▸ Given records
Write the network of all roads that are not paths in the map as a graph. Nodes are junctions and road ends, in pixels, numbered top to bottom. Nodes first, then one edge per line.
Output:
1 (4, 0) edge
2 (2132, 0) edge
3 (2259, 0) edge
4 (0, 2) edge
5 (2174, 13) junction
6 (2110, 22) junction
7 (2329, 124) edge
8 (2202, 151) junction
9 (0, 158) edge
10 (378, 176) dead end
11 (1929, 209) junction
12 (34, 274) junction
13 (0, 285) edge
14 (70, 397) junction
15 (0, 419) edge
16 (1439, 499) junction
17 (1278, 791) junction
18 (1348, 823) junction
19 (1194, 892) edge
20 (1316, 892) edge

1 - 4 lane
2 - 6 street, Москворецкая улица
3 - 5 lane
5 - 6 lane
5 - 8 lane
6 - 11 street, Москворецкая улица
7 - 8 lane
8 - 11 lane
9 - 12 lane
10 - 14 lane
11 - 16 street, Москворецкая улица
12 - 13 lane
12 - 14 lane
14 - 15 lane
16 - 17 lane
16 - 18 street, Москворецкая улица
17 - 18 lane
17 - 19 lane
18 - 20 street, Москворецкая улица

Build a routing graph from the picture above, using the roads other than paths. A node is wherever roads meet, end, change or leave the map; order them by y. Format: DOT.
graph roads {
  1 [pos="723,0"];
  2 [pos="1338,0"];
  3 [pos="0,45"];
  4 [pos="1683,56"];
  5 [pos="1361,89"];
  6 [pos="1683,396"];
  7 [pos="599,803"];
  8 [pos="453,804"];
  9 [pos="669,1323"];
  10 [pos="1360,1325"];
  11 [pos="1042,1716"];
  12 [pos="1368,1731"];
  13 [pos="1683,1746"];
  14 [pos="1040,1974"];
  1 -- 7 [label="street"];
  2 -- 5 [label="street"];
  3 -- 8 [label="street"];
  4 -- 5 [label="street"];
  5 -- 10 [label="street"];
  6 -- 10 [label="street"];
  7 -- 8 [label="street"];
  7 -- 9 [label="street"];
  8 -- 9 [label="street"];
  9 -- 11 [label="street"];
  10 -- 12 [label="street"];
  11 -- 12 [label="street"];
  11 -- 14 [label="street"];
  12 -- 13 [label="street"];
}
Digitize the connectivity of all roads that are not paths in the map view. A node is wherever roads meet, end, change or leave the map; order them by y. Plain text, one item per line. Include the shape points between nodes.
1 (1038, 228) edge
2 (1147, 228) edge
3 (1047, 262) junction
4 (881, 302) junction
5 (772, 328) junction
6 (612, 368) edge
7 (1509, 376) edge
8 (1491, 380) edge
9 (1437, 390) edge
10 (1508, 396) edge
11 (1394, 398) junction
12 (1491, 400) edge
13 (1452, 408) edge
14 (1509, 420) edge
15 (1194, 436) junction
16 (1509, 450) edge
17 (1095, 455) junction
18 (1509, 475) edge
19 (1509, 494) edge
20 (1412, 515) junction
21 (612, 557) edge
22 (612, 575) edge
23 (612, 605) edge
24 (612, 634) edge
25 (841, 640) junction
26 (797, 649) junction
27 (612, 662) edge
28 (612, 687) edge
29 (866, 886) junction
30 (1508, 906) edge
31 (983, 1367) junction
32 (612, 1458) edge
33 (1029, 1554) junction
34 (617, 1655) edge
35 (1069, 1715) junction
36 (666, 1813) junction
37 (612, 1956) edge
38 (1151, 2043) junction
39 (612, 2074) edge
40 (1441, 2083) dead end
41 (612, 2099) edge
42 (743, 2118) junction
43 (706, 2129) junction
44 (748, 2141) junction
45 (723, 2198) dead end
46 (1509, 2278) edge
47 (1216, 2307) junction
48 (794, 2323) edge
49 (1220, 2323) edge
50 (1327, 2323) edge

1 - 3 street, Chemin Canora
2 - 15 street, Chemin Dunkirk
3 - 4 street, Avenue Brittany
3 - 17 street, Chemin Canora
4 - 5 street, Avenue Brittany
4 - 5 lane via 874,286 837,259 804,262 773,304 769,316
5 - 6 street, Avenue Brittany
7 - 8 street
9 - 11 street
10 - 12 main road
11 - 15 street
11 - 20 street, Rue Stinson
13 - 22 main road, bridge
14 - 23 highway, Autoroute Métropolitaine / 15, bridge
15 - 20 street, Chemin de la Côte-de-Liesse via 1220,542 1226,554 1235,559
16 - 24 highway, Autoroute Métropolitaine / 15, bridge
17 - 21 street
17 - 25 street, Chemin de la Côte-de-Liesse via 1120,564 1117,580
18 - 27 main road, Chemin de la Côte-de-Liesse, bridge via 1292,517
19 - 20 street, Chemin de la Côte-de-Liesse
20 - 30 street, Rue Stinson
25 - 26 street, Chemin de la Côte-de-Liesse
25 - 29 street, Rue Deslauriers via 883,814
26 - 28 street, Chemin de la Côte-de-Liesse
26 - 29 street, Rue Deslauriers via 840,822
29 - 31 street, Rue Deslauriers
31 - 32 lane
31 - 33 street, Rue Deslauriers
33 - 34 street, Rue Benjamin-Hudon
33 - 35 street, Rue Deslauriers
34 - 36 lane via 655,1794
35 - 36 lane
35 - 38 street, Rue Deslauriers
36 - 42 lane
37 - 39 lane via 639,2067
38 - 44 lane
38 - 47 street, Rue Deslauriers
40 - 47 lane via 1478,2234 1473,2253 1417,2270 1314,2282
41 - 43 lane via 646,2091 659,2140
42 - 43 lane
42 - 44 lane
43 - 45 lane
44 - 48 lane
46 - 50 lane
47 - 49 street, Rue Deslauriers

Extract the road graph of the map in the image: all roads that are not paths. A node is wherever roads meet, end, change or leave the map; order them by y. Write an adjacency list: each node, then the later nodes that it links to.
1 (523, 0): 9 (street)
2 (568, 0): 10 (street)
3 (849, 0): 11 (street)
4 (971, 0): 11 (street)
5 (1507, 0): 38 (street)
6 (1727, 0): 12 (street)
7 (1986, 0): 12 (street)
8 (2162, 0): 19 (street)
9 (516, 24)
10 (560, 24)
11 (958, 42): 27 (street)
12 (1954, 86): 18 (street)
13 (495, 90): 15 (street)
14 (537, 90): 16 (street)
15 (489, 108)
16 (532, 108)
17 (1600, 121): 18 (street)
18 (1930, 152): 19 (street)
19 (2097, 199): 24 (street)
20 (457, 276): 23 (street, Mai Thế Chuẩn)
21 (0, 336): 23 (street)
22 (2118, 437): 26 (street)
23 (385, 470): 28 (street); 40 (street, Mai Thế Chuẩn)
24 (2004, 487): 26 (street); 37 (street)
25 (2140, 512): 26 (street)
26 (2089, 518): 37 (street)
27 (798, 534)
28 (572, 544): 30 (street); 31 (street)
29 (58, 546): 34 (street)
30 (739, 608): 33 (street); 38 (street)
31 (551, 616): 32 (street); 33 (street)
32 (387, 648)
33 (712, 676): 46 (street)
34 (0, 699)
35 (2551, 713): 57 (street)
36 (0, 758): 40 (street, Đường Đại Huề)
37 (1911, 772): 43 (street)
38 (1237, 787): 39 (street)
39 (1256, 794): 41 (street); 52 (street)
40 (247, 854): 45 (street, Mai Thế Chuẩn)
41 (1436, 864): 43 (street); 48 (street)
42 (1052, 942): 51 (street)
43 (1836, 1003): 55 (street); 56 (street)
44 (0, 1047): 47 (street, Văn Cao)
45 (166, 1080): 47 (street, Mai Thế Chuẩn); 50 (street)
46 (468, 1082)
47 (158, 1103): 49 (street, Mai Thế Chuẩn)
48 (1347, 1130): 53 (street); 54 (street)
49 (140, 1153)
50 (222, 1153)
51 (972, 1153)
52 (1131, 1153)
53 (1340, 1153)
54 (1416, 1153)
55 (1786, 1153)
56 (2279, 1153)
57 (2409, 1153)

▸ What to produce
Go through the material and copy out every line with "graph" in it.

▸ Problem solution
Write the network of all roads that are not paths in the map as a graph. Nodes are junctions and road ends, in pixels, numbered top to bottom. Nodes first, then one edge per line.
Build a routing graph from the picture above, using the roads other than paths. A node is wherever roads meet, end, change or leave the map; order them by y. Format: DOT.
graph roads {
Extract the road graph of the map in the image: all roads that are not paths. A node is wherever roads meet, end, change or leave the map; order them by y. Write an adjacency list: each node, then the later nodes that it links to.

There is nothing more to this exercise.